Your answer is a copy of every line in the records where "dead" appears.
Record set START
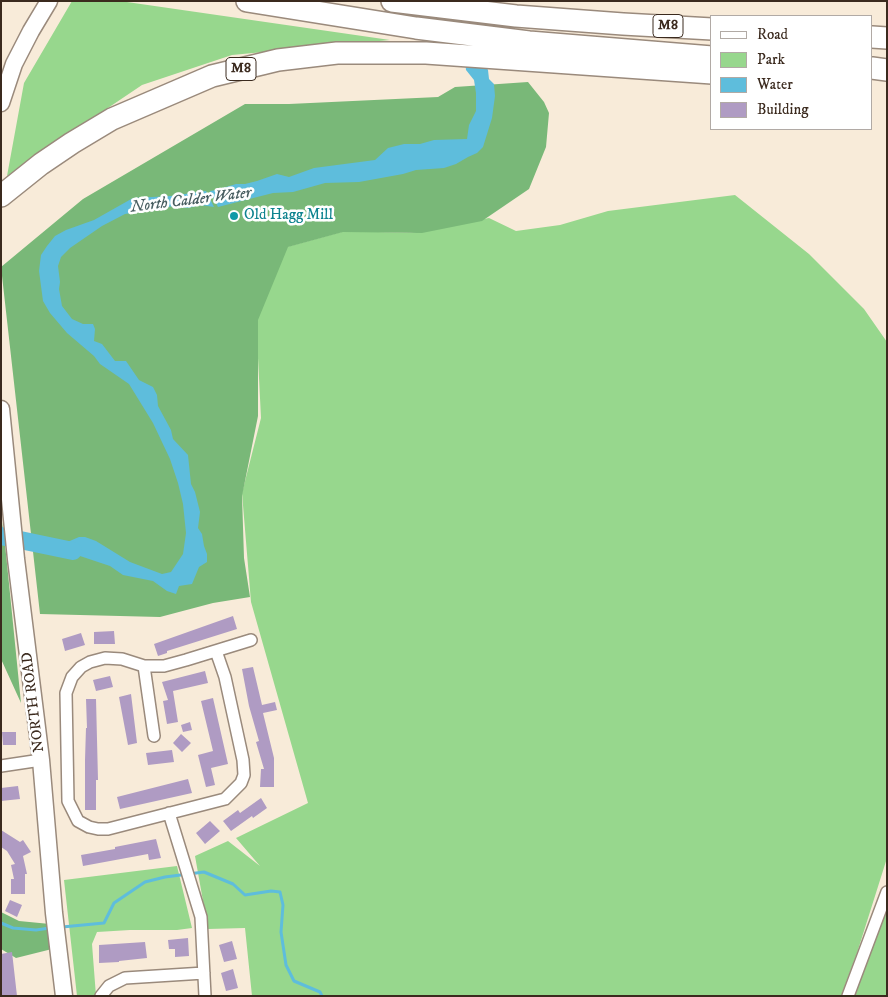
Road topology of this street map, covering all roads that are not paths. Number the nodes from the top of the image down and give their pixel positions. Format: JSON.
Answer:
{"nodes":[{"id":1,"x":247,"y":1,"type":"edge"},
{"id":2,"x":399,"y":2,"type":"edge"},
{"id":3,"x":45,"y":7,"type":"edge"},
{"id":4,"x":508,"y":7,"type":"edge"},
{"id":5,"x":710,"y":29,"type":"edge"},
{"id":6,"x":873,"y":37,"type":"edge"},
{"id":7,"x":887,"y":38,"type":"edge"},
{"id":8,"x":533,"y":52,"type":"junction"},
{"id":9,"x":710,"y":57,"type":"edge"},
{"id":10,"x":873,"y":68,"type":"edge"},
{"id":11,"x":887,"y":70,"type":"edge"},
{"id":12,"x":710,"y":73,"type":"edge"},
{"id":13,"x":873,"y":79,"type":"edge"},
{"id":14,"x":887,"y":79,"type":"edge"},
{"id":15,"x":1,"y":103,"type":"edge"},
{"id":16,"x":1,"y":196,"type":"edge"},
{"id":17,"x":1,"y":409,"type":"edge"},
{"id":18,"x":251,"y":640,"type":"dead end"},
{"id":19,"x":216,"y":651,"type":"junction"},
{"id":20,"x":144,"y":666,"type":"junction"},
{"id":21,"x":154,"y":736,"type":"dead end"},
{"id":22,"x":41,"y":760,"type":"junction"},
{"id":23,"x":1,"y":766,"type":"edge"},
{"id":24,"x":169,"y":813,"type":"junction"},
{"id":25,"x":887,"y":892,"type":"edge"},
{"id":26,"x":204,"y":974,"type":"junction"},
{"id":27,"x":64,"y":996,"type":"edge"},
{"id":28,"x":102,"y":996,"type":"edge"},
{"id":29,"x":205,"y":996,"type":"edge"},
{"id":30,"x":848,"y":996,"type":"edge"}],
"edges":[{"from":1,"to":8,"type":"highway","number":"M8"},
{"from":2,"to":4,"type":"highway","number":"M8"},
{"from":3,"to":15,"type":"main road"},
{"from":4,"to":5,"type":"highway","number":"M8"},
{"from":6,"to":7,"type":"highway"},
{"from":8,"to":9,"type":"highway","number":"M8"},
{"from":8,"to":12,"type":"highway","number":"M8"},
{"from":8,"to":16,"type":"highway","number":"M8"},
{"from":10,"to":11,"type":"highway"},
{"from":13,"to":14,"type":"highway"},
{"from":17,"to":22,"type":"main road","name":"NORTH ROAD"},
{"from":18,"to":19,"type":"street"},
{"from":19,"to":20,"type":"street"},
{"from":19,"to":24,"type":"street"},
{"from":20,"to":21,"type":"street"},
{"from":20,"to":24,"type":"street"},
{"from":22,"to":23,"type":"street"},
{"from":22,"to":27,"type":"main road","name":"NORTH ROAD"},
{"from":24,"to":26,"type":"street"},
{"from":25,"to":30,"type":"street"},
{"from":26,"to":28,"type":"street"},
{"from":26,"to":29,"type":"street"}]}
Record set END
> [Solution for this task]:
{"id":18,"x":251,"y":640,"type":"dead end"},
{"id":21,"x":154,"y":736,"type":"dead end"},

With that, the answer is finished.